この表で目を引くのは上の4行です。中央大学は経済学部、名古屋市立大学は芸術工学部、大阪大学は大学院人間科学研究科。制御機器のメーカーですが、大学側の資料に残っているのは工学系だけではありません。事務系の採用が3年で7名から16名に増えていることと、あわせて見てください。[3] [4] [5] [6] [7]

30日でやること。大学名では動かない部分から埋める

ここまでの内容を、行動に落とします。以下は組み立て方の例で、この通りにやれば通るという意味ではありません。
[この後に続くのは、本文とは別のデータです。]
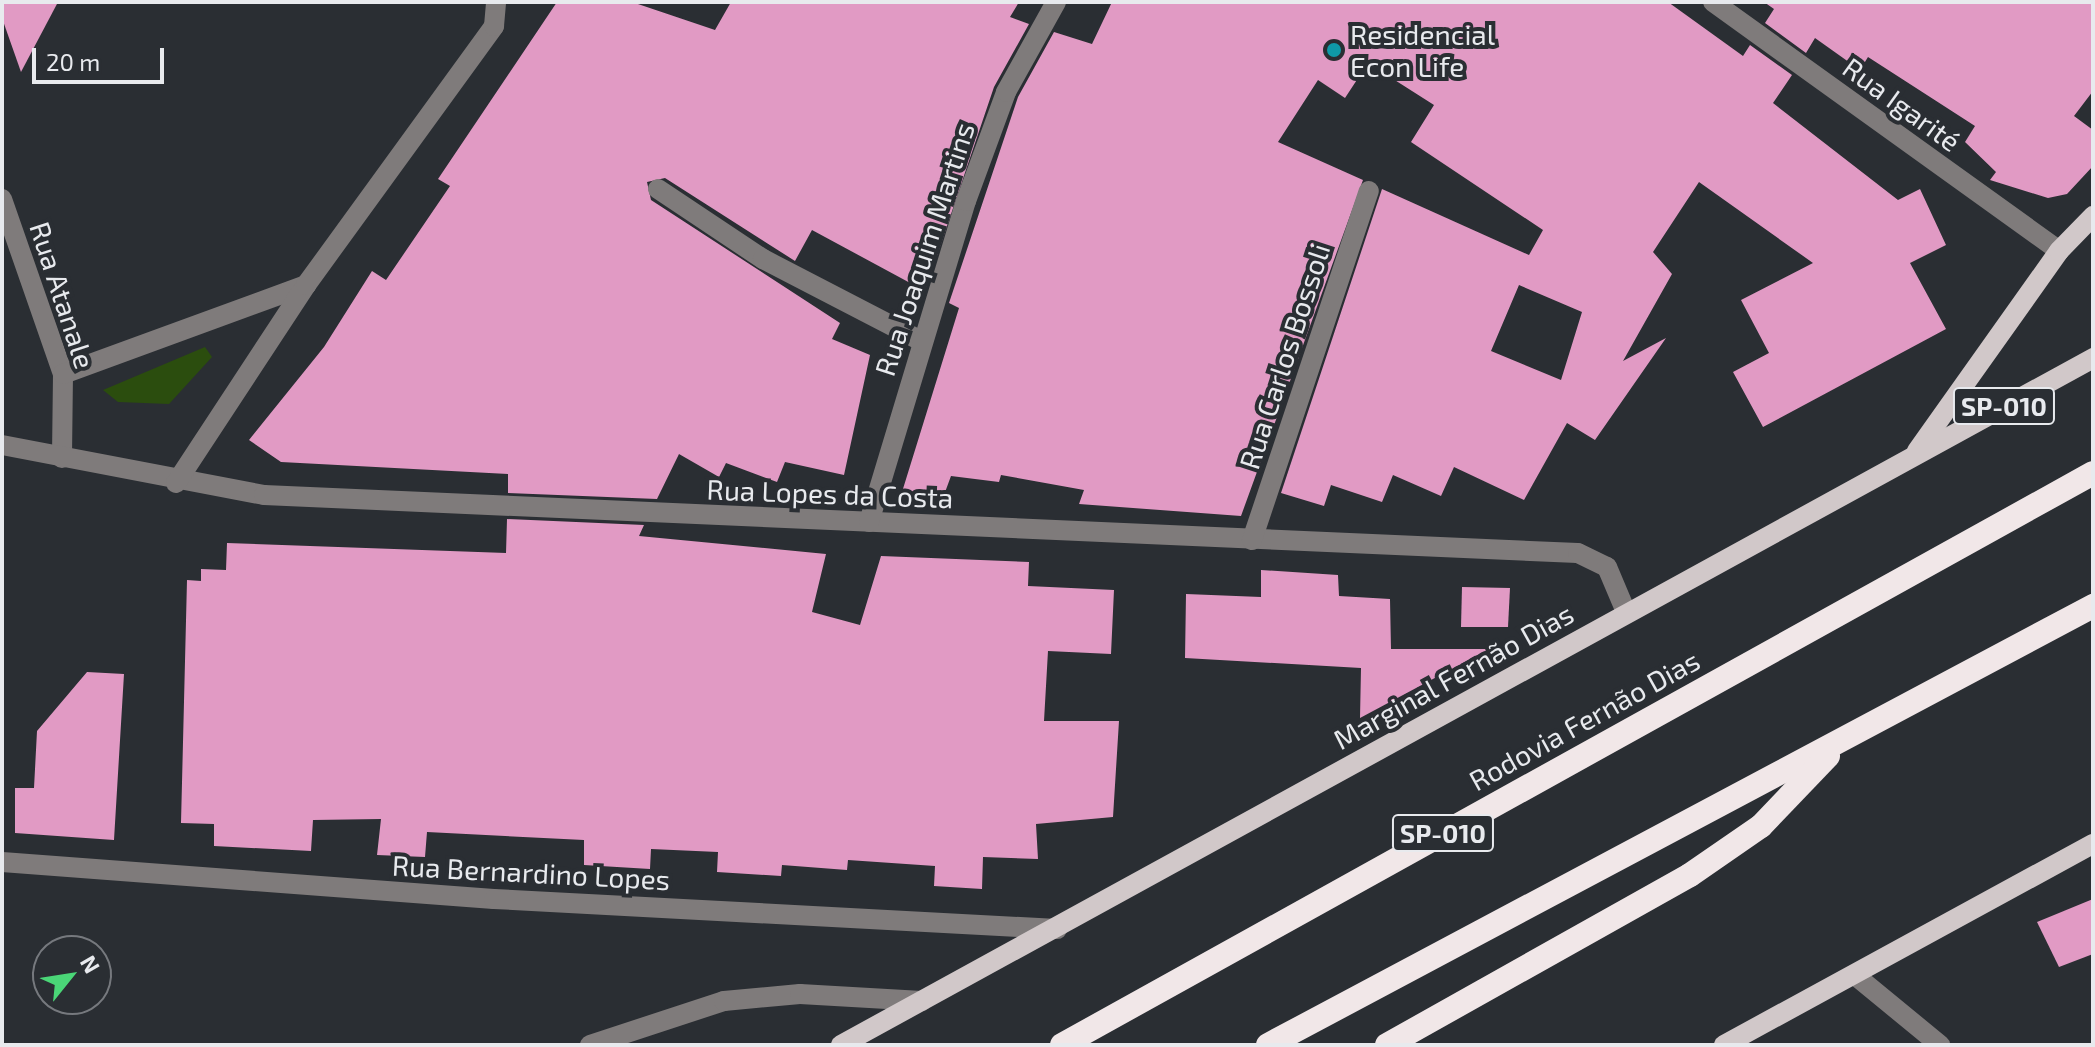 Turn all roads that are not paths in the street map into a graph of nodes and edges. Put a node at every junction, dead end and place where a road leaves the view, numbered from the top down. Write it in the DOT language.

  • 1〜3日目:既卒なら「職歴がない」に当てはまるかを確かめる。年数の上限は本文に見当たらない
  • 4〜7日目:職種を決める。技術系9つ・事務系6つから、第二希望まで選べる。文系で技術系を志望するなら技術系にエントリーする
  • 同じ週:エントリーは12月下旬から。エントリーシートに加えて「履修履歴」の提出と、学力テスト・適性検査のWEB受検がある。逆算して準備する
  • 8〜14日目:学力テストの対策に着手する。会社は「基礎学力を図るもの」と説明している
  • 15〜21日目:グループ会社の併願を検討する。会社は併願可能と明記している。ただし応募はそれぞれの会社に別々に必要
  • 22〜30日目:面接は希望職種ごとに複数回。そのあとに人事面談(意思確認)がある。志望する職種の内容を自分の言葉で説明できるようにしておく
[1] [2]

この会社について分からないことは、分からないままにしてください。応募者数は公開されていません。会社が出していない数字を根拠に、応募するかどうかを決めないでください。[1] [2]

参照した資料

大学・機関が公開する情報と、編集部による進め方の提案を分けて掲載しています。採用条件や支援の受付状況は変更されるため、利用時に公式情報をご確認ください。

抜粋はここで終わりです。